Udara malam yang sejuk dipenuhi aroma wangi yang menggoda: pedasnya sate lilit, gurihnya sego tempong, manis legitnya putu mayang, dan segarnya es dawet ireng. Puluhan tenda UMKM berjejer rapi, dihiasi lampu-lampu kecil, menampilkan warna-warni jajanan tradisional dan kreasi modern. Setiap stan adalah cerita, setiap gigitan adalah warisan.
Acara dibuka tepat pukul tujuh malam. Di panggung utama yang berlatar belakang ukiran bambu, Bapak Lurah Kaliombo, dengan kemeja batik khas daerah, memberikan sambutan penuh semangat.
"Malam ini, Kaliombo bukan hanya nama kelurahan di peta," ujar Bapak Lurah, suaranya lantang namun hangat. "Malam ini, Kaliombo adalah Kampung Kuliner! Kita tunjukkan bahwa semangat kebersamaan dan cita rasa terbaik ada di tangan para pengusaha kecil kita. Mari kita dukung UMKM, mari kita lestarikan rasa!"
Tampak hadir pula beberapa perwakilan dari OPD (Organisasi Perangkat Daerah) dan Bapak Camat dari kecamatan setempat, yang duduk di barisan depan. Mereka terlihat antusias, sesekali berbisik memuji penataan stan dan keragaman makanan yang disajikan. Kehadiran mereka menunjukkan dukungan nyata pemerintah daerah terhadap ekonomi kerakyatan di Kaliombo.
Setelah sambutan, panggung beranjak ke sesi hiburan. Alunan musik tradisional angklung dari sanggar seni remaja Kaliombo memecah keheningan, mengundang tepuk tangan meriah. Disusul dengan penampilan tari topeng lokal yang energik, menceritakan legenda desa dengan gerakan yang luwes. Suasana semakin hidup ketika seorang penyanyi lokal membawakan lagu-lagu pop yang easy listening, membuat sebagian pengunjung ikut bergoyang kecil.
Namun, bintang utamanya tetaplah para penjual jajanan.
Di stan "Mbak Yanti Sego Tempong", antrian mengular panjang. Mbak Yanti dengan sigap melayani pesanan, senyumnya tak pernah pudar. "Sambalnya maknyus, Mbak!" seru seorang pembeli yang baru saja mencicipi suapan pertama.
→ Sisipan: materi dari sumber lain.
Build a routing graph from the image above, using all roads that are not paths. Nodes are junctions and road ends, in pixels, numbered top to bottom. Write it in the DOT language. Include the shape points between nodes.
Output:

Tak jauh dari sana, Pakde Bimo, penjual getuk lindri, menarik perhatian dengan cara mengolah adonan yang unik, diiringi celetukan lucu. Dagangannya laris manis, terutama diburu oleh anak-anak yang tertarik pada warna-warni getuk.
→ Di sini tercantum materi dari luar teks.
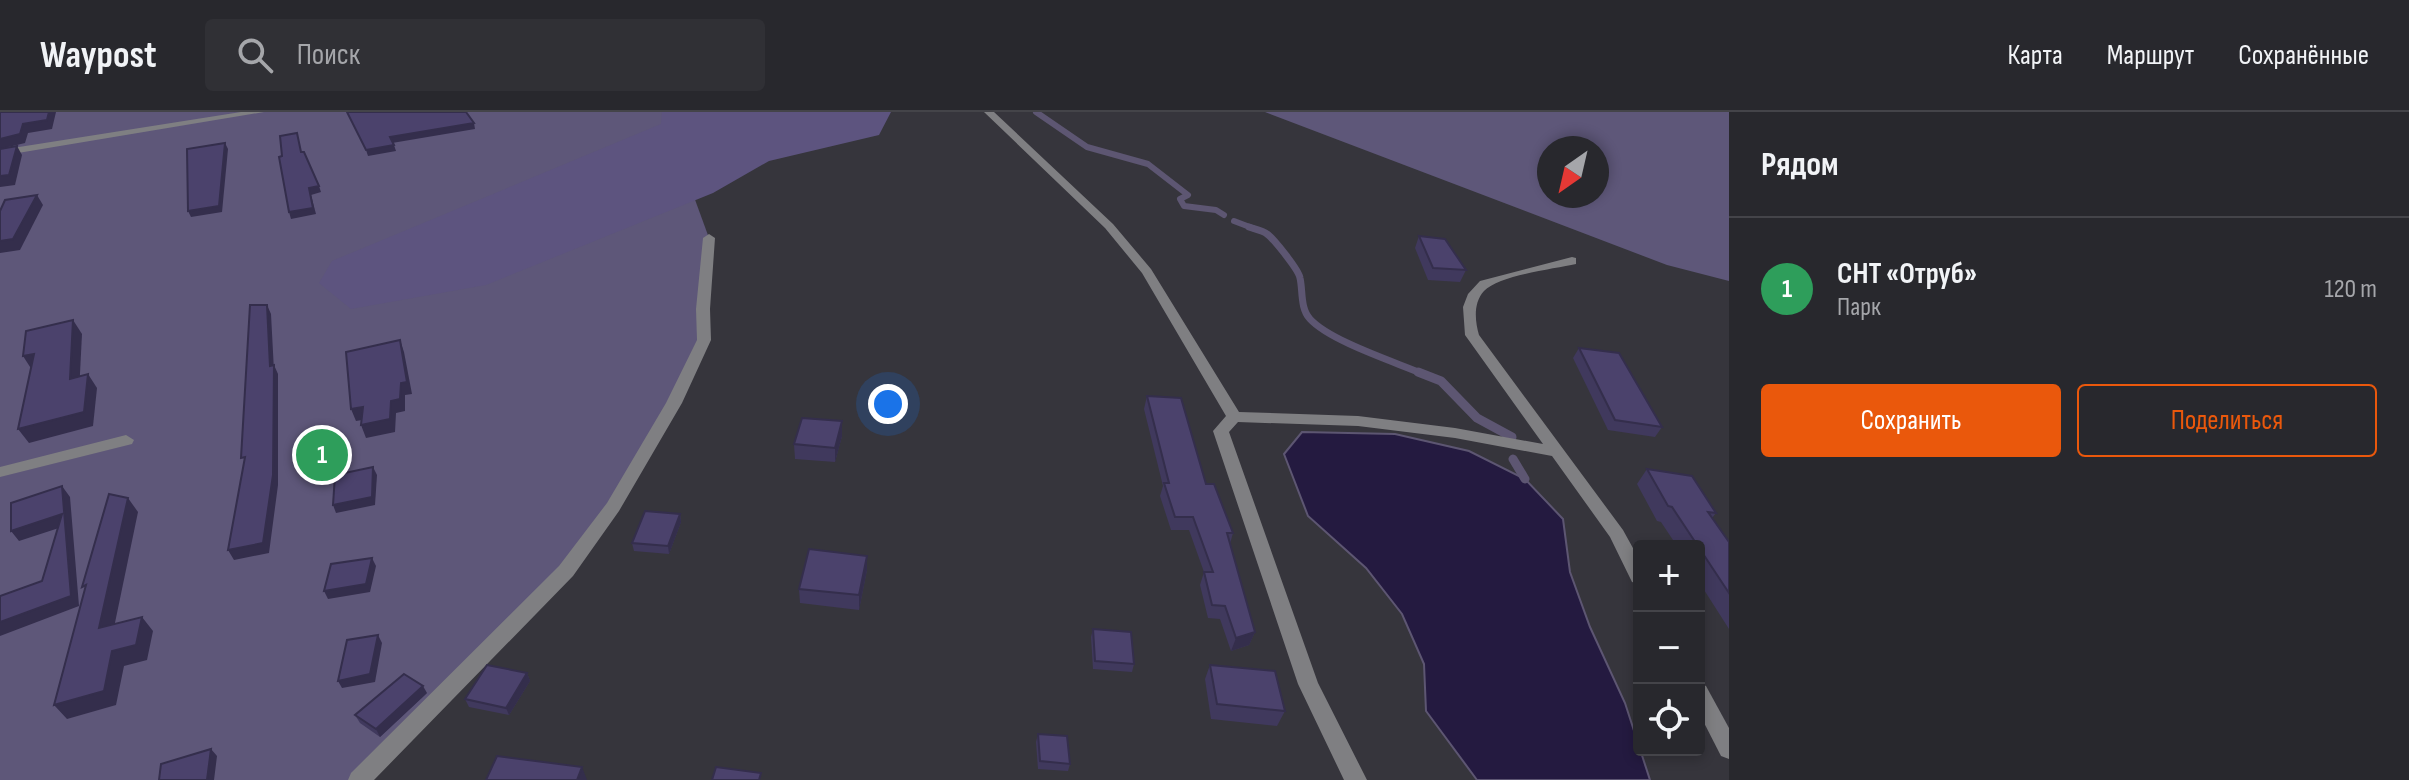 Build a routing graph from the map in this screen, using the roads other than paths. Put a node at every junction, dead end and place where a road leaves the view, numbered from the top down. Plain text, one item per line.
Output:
1 (202, 112) edge
2 (259, 112) edge
3 (989, 112) edge
4 (0, 145) edge
5 (0, 153) edge
6 (709, 238) dead end
7 (1572, 261) dead end
8 (1234, 417) junction
9 (126, 440) dead end
10 (1558, 452) junction
11 (0, 472) edge
12 (1633, 565) edge
13 (1705, 703) edge
14 (1729, 749) edge
15 (359, 780) edge
16 (1356, 780) edge

1 - 4 street
2 - 5 street
3 - 8 street
6 - 15 street
7 - 10 street
8 - 10 street
8 - 16 street
9 - 11 street
10 - 12 street
13 - 14 street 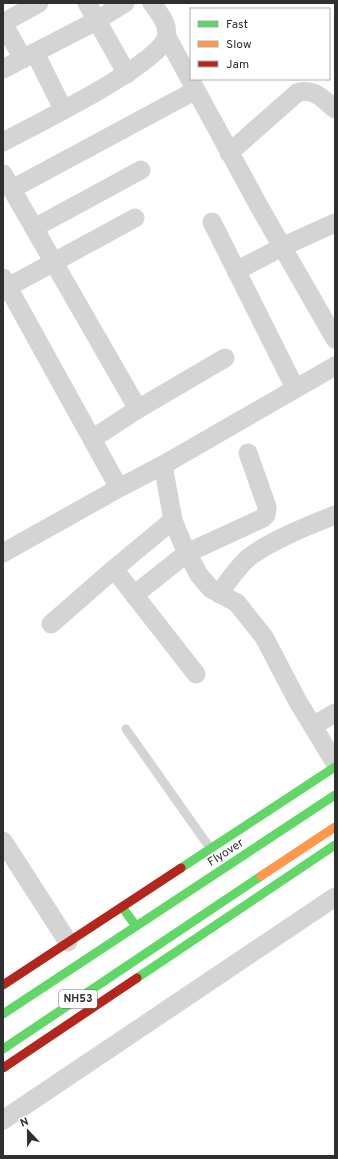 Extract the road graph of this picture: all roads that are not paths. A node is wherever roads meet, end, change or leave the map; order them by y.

Di sudut lain, sekelompok ibu-ibu OPD terlihat sedang mengerubungi stan kopi lokal. "Kopi robusta Kaliombo memang beda, Pak. Lebih mantap!" kata salah satu di antaranya sambil menyeruput hangat kopinya.
Malam itu, Kaliombo bukan sekadar menikmati makanan, tetapi merayakan identitas. Para pengunjung berbaur, mulai dari anak-anak yang berlarian sambil memegang permen kapas, remaja yang berswafoto di depan dekorasi lampion, hingga orang dewasa yang serius memilih bumbu pecel.
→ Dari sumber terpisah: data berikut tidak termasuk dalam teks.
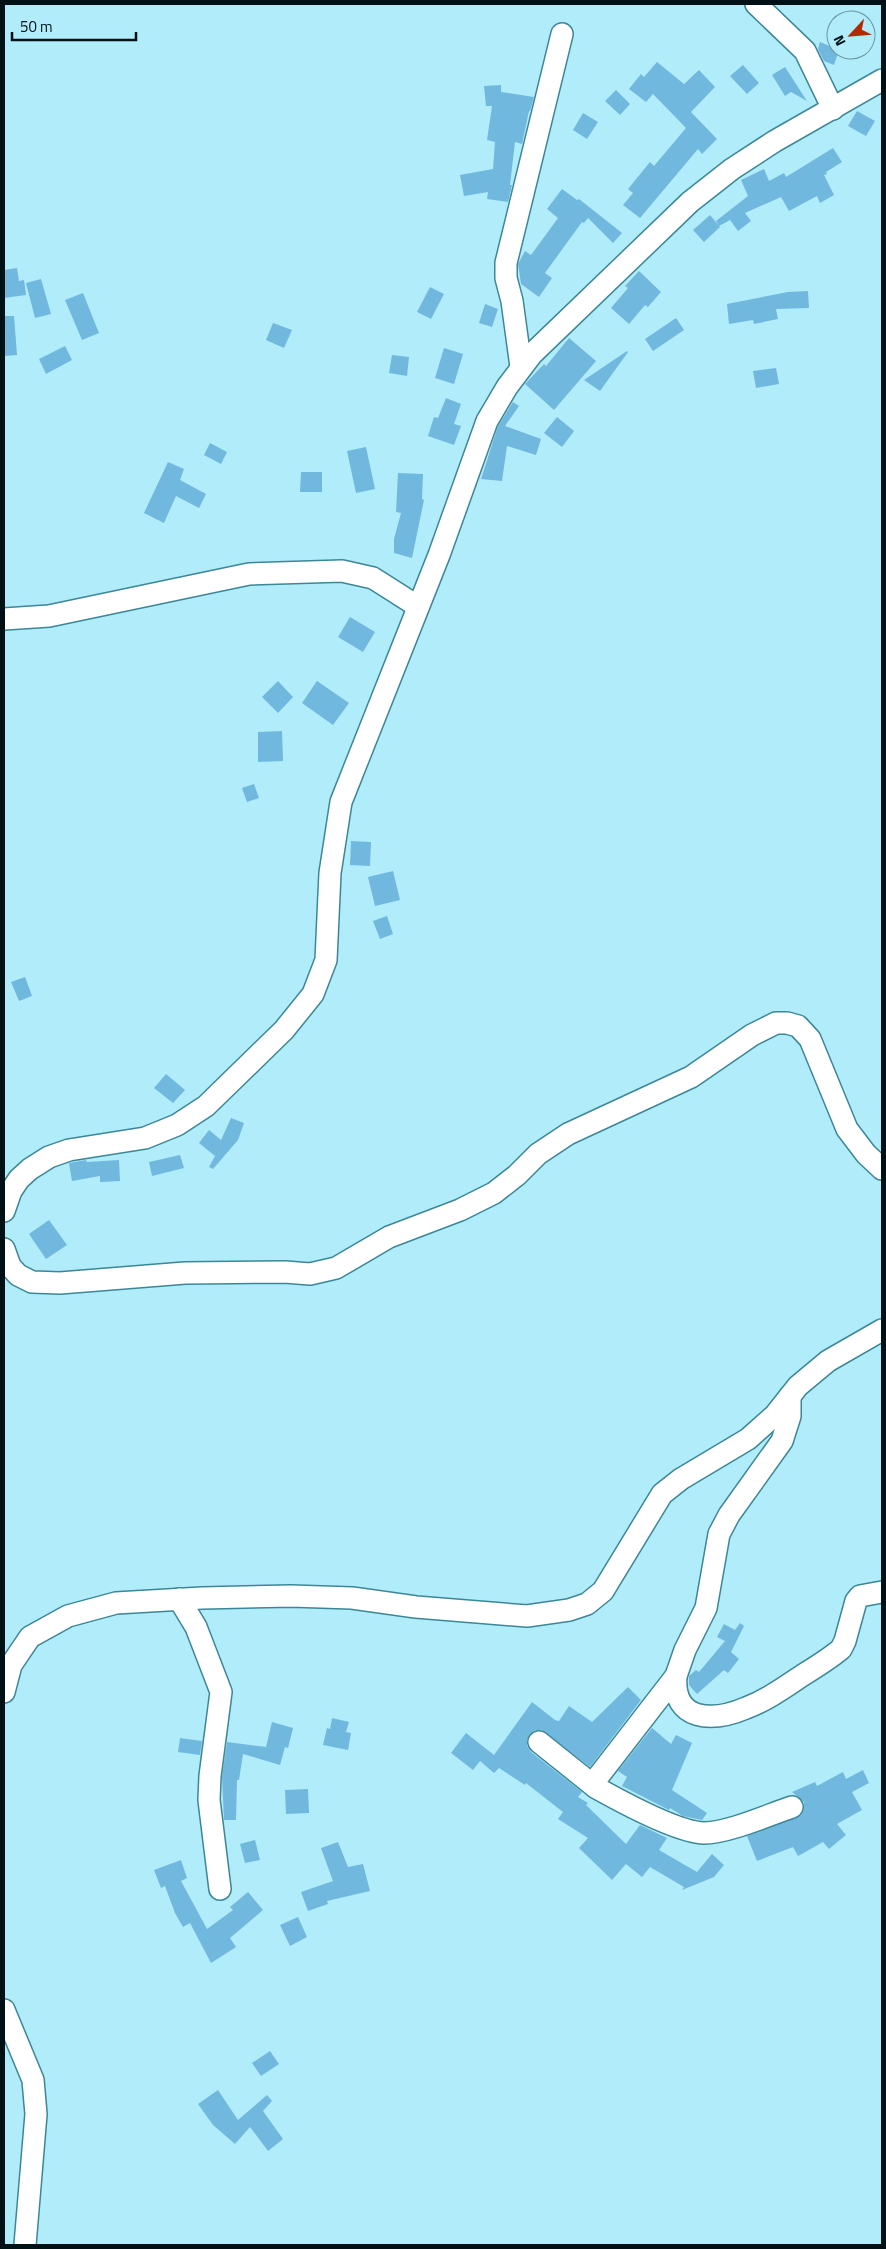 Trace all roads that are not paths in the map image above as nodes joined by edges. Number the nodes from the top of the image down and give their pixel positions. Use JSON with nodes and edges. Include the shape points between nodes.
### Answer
{"nodes":[{"id":1,"x":756,"y":4,"type":"edge"},
{"id":2,"x":562,"y":34,"type":"dead end"},
{"id":3,"x":882,"y":80,"type":"edge"},
{"id":4,"x":833,"y":109,"type":"junction"},
{"id":5,"x":521,"y":367,"type":"junction"},
{"id":6,"x":417,"y":606,"type":"junction"},
{"id":7,"x":4,"y":619,"type":"edge"},
{"id":8,"x":882,"y":1169,"type":"edge"},
{"id":9,"x":4,"y":1210,"type":"edge"},
{"id":10,"x":4,"y":1249,"type":"edge"},
{"id":11,"x":882,"y":1330,"type":"edge"},
{"id":12,"x":790,"y":1396,"type":"junction"},
{"id":13,"x":882,"y":1592,"type":"edge"},
{"id":14,"x":179,"y":1599,"type":"junction"},
{"id":15,"x":676,"y":1676,"type":"junction"},
{"id":16,"x":4,"y":1692,"type":"edge"},
{"id":17,"x":539,"y":1742,"type":"dead end"},
{"id":18,"x":594,"y":1786,"type":"junction"},
{"id":19,"x":792,"y":1807,"type":"dead end"},
{"id":20,"x":220,"y":1889,"type":"dead end"},
{"id":21,"x":4,"y":2010,"type":"edge"},
{"id":22,"x":25,"y":2245,"type":"edge"}],
"edges":[{"from":1,"to":4,"type":"street","via":[[806,51]]},
{"from":2,"to":5,"type":"street","via":[[506,263]]},
{"from":3,"to":4,"type":"street"},
{"from":4,"to":5,"type":"street","via":[[753,155],[690,202]]},
{"from":5,"to":6,"type":"street","via":[[487,422]]},
{"from":6,"to":7,"type":"street","via":[[373,578],[334,571],[249,574],[49,616]]},
{"from":6,"to":9,"type":"street","via":[[341,802],[330,873],[326,960],[313,994],[284,1030],[206,1106],[177,1125],[145,1138],[69,1150],[49,1157],[19,1179]]},
{"from":8,"to":10,"type":"street","via":[[847,1129],[810,1038],[798,1026],[776,1023],[752,1035],[691,1076],[568,1134],[538,1154],[494,1193],[460,1210],[389,1237],[336,1268],[310,1274],[185,1273],[39,1283],[18,1274],[10,1266]]},
{"from":11,"to":12,"type":"street","via":[[828,1361]]},
{"from":12,"to":14,"type":"street","via":[[775,1416],[748,1440],[681,1479],[662,1494],[603,1591],[587,1604],[569,1610],[527,1616],[352,1598]]},
{"from":12,"to":15,"type":"street","via":[[790,1416],[782,1441],[719,1534],[706,1608]]},
{"from":13,"to":15,"type":"street","via":[[860,1596],[856,1601],[845,1641],[835,1654],[746,1709],[711,1716],[695,1714],[684,1708],[677,1697]]},
{"from":14,"to":16,"type":"street","via":[[116,1603],[68,1616],[30,1637],[11,1665]]},
{"from":14,"to":20,"type":"street","via":[[196,1628],[221,1692],[209,1800]]},
{"from":15,"to":18,"type":"street"},
{"from":17,"to":18,"type":"street"},
{"from":18,"to":19,"type":"street","via":[[626,1804],[696,1832],[716,1832]]},
{"from":21,"to":22,"type":"street","via":[[33,2080],[36,2106]]}]}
Pukul sepuluh malam, acara hiburan ditutup dengan lagu daerah yang dibawakan bersama-sama, menciptakan paduan suara indah dari ribuan pengunjung. Meskipun tenda mulai beres-beres, semangat dan rasa manis perayaan itu masih membekas.
Bapak Lurah, sebelum pulang, sempat menyalami satu per satu perwakilan UMKM. "Luar biasa! Kalian semua hebat! Sampai jumpa di Kaliombo Kampung Kuliner tahun depan!"
Acara itu sukses besar. Bukan hanya perut yang kenyang, tetapi hati warga Kaliombo pun dipenuhi rasa bangga. Mereka telah membuktikan, bahwa dari jajanan sederhana pun, mereka bisa membangun sebuah pesta rasa yang meriah dan menginspirasi. Kaliombo, kini resmi menjadi Kampung Kuliner yang tak hanya kaya rasa, tetapi juga kaya akan kebersamaan.